Lawrence Livermore National Laboratory (LLNL) scientists have developed a technique that helps extract hydrogen from water efficiently and cheaply.
Hydrogen can be used as a clean fuel in fuel cells, which produce power, with water and heat as the only byproducts. As a zero-emission fuel, the hydrogen can be recombined with oxygen to produce electric power on demand, such as onboard a fuel-cell vehicle.
The Livermore team and collaborators at Rice University and San Diego State University turned to electricity to produce clean hydrogen fuel by splitting water molecules, which are made of oxygen and hydrogen atoms. The researchers discovered a new class of cheap and efficient catalysts to facilitate the water splitting process. The research appears in the July 31 edition of Nature Energy.
"Hydrogen gas has immense potential as a source of sustainable fuel, because it generates no carbon emissions," said LLNL co-author Brandon Wood. "It can be produced from multiple sources, but the holy grail is to make it from water." Wood also is a principal investigator for the Department of Energy Office of Energy Efficiency and Renewable Energy's (EERE) HydroGEN Advanced Water Splitting Materials Consortium, an Energy Materials Network node focused on hydrogen production from water.
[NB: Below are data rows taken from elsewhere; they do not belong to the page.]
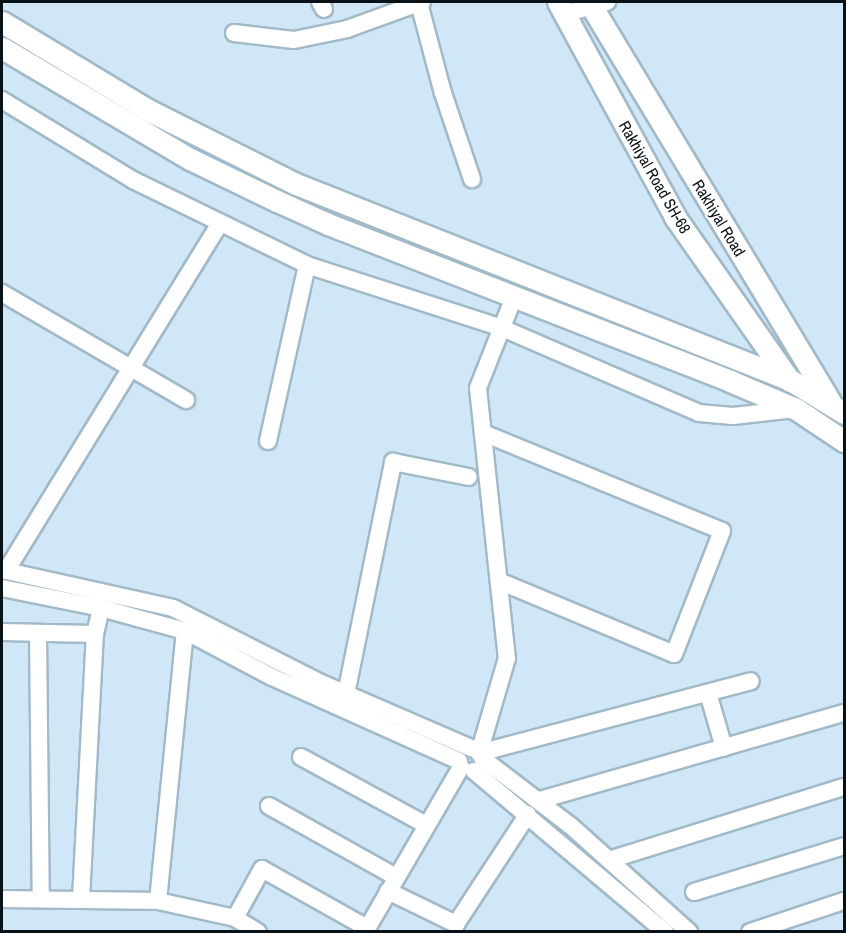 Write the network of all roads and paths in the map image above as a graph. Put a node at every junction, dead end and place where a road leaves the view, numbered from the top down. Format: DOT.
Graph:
graph roads {
  1 [pos="421,2"];
  2 [pos="596,2"];
  3 [pos="561,8"];
  4 [pos="2,22"];
  5 [pos="234,33"];
  6 [pos="2,49"];
  7 [pos="2,100"];
  8 [pos="472,179"];
  9 [pos="220,223"];
  10 [pos="307,265"];
  11 [pos="2,293"];
  12 [pos="514,297"];
  13 [pos="502,328"];
  14 [pos="133,369"];
  15 [pos="790,380"];
  16 [pos="186,399"];
  17 [pos="838,408"];
  18 [pos="796,409"];
  19 [pos="483,433"];
  20 [pos="843,440"];
  21 [pos="268,441"];
  22 [pos="469,477"];
  23 [pos="4,571"];
  24 [pos="499,581"];
  25 [pos="2,588"];
  26 [pos="101,608"];
  27 [pos="185,631"];
  28 [pos="2,632"];
  29 [pos="38,633"];
  30 [pos="95,634"];
  31 [pos="751,681"];
  32 [pos="708,693"];
  33 [pos="346,694"];
  34 [pos="844,713"];
  35 [pos="724,748"];
  36 [pos="301,757"];
  37 [pos="471,760"];
  38 [pos="844,787"];
  39 [pos="540,800"];
  40 [pos="269,806"];
  41 [pos="528,814"];
  42 [pos="426,825"];
  43 [pos="844,846"];
  44 [pos="609,860"];
  45 [pos="392,884"];
  46 [pos="694,892"];
  47 [pos="2,899"];
  48 [pos="41,899"];
  49 [pos="81,899"];
  50 [pos="158,901"];
  51 [pos="844,901"];
  52 [pos="235,918"];
  53 [pos="366,930"];
  54 [pos="258,932"];
  55 [pos="665,932"];
  56 [pos="689,932"];
  57 [pos="750,932"];
  1 -- 5 [label="street"];
  1 -- 8 [label="street"];
  2 -- 3 [label="street"];
  2 -- 17 [label="main road, Rakhiyal Road"];
  3 -- 15 [label="main road, Rakhiyal Road SH-68"];
  4 -- 15 [label="main road"];
  6 -- 12 [label="main road"];
  7 -- 9 [label="street"];
  9 -- 10 [label="street"];
  9 -- 14 [label="street"];
  10 -- 13 [label="street"];
  10 -- 21 [label="street"];
  11 -- 14 [label="street"];
  12 -- 13 [label="street"];
  12 -- 18 [label="main road"];
  13 -- 18 [label="street"];
  13 -- 19 [label="street"];
  14 -- 16 [label="street"];
  14 -- 23 [label="street"];
  15 -- 17 [label="main road"];
  15 -- 18 [label="main road, Rakhiyal Road SH-68"];
  17 -- 20 [label="main road, Rakhiyal Road"];
  18 -- 20 [label="main road"];
  19 -- 24 [label="street"];
  19 -- 24 [label="street"];
  22 -- 33 [label="street"];
  23 -- 33 [label="street"];
  24 -- 37 [label="street"];
  25 -- 26 [label="street"];
  26 -- 27 [label="street"];
  26 -- 30 [label="street"];
  27 -- 37 [label="street"];
  27 -- 50 [label="street"];
  28 -- 29 [label="street"];
  29 -- 30 [label="street"];
  29 -- 48 [label="street"];
  30 -- 49 [label="street"];
  31 -- 32 [label="street"];
  32 -- 35 [label="street"];
  32 -- 37 [label="street"];
  33 -- 37 [label="street"];
  34 -- 35 [label="street"];
  35 -- 39 [label="street"];
  36 -- 42 [label="street"];
  37 -- 39 [label="street"];
  37 -- 41 [label="street"];
  37 -- 42 [label="street"];
  38 -- 44 [label="street"];
  39 -- 44 [label="street"];
  40 -- 45 [label="street"];
  41 -- 45 [label="street"];
  41 -- 55 [label="street"];
  42 -- 45 [label="street"];
  43 -- 46 [label="street"];
  44 -- 56 [label="street"];
  45 -- 53 [label="street"];
  47 -- 48 [label="street"];
  48 -- 49 [label="street"];
  49 -- 50 [label="street"];
  50 -- 52 [label="street"];
  51 -- 57 [label="street"];
  52 -- 53 [label="street"];
  52 -- 54 [label="street"];
}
Extracting hydrogen from water using electricity is a fairly straightforward process, but it is inefficient and usually takes a lot of energy. The efficiency can be improved using catalysts, which often are made of expensive precious metals, such as platinum.
The Lawrence Livermore team sought to come up with a cheaper way to efficiently split the water molecules.
To solve the problem, Wood and lead author Yuanyue Liu -- a Livermore summer intern with Wood -- turned to a class of catalysts based on transition-metal dichalcogenides (MX2), which have generated a great deal of interest for water splitting. The issue with the MX2 materials that currently are used (based on molybdenum and tungsten) is that only the exposed edges of the catalysts are active. Instead, Wood, Liu and colleagues used quantum-mechanical calculations to reveal underlying electronic factors that would make the entire surfaces of the MX2 materials active for catalysis. These "descriptors" were then used to computationally screen MX2 candidates that could make better water-splitting catalysts.
Researchers from Rice University experimentally validated the calculations by synthesizing and testing two of the proposed materials, tantalum disulfide and niobium disulfide. Beyond confirming that the materials' surfaces were active toward water splitting, they discovered that the materials had an unusual ability to optimize their shape as they evolved hydrogen gas. This allowed the materials to achieve even better performance.
"The self-optimizing behavior and surface activity mean high performance can be achieved with only minimal catalyst loading," Wood said. "It's a huge advantage for scalable processing, since there's no need to turn to expensive techniques like nanostructuring. Our work opens the door to using this type of catalyst, and our theoretical descriptor should make it easy to assess water-splitting activity in similar classes of layered materials."
Other Livermore researchers include Morris Wang and Tadashi Ogitsu. LLNL's work was funded by EERE's Fuel Cell Technologies Office.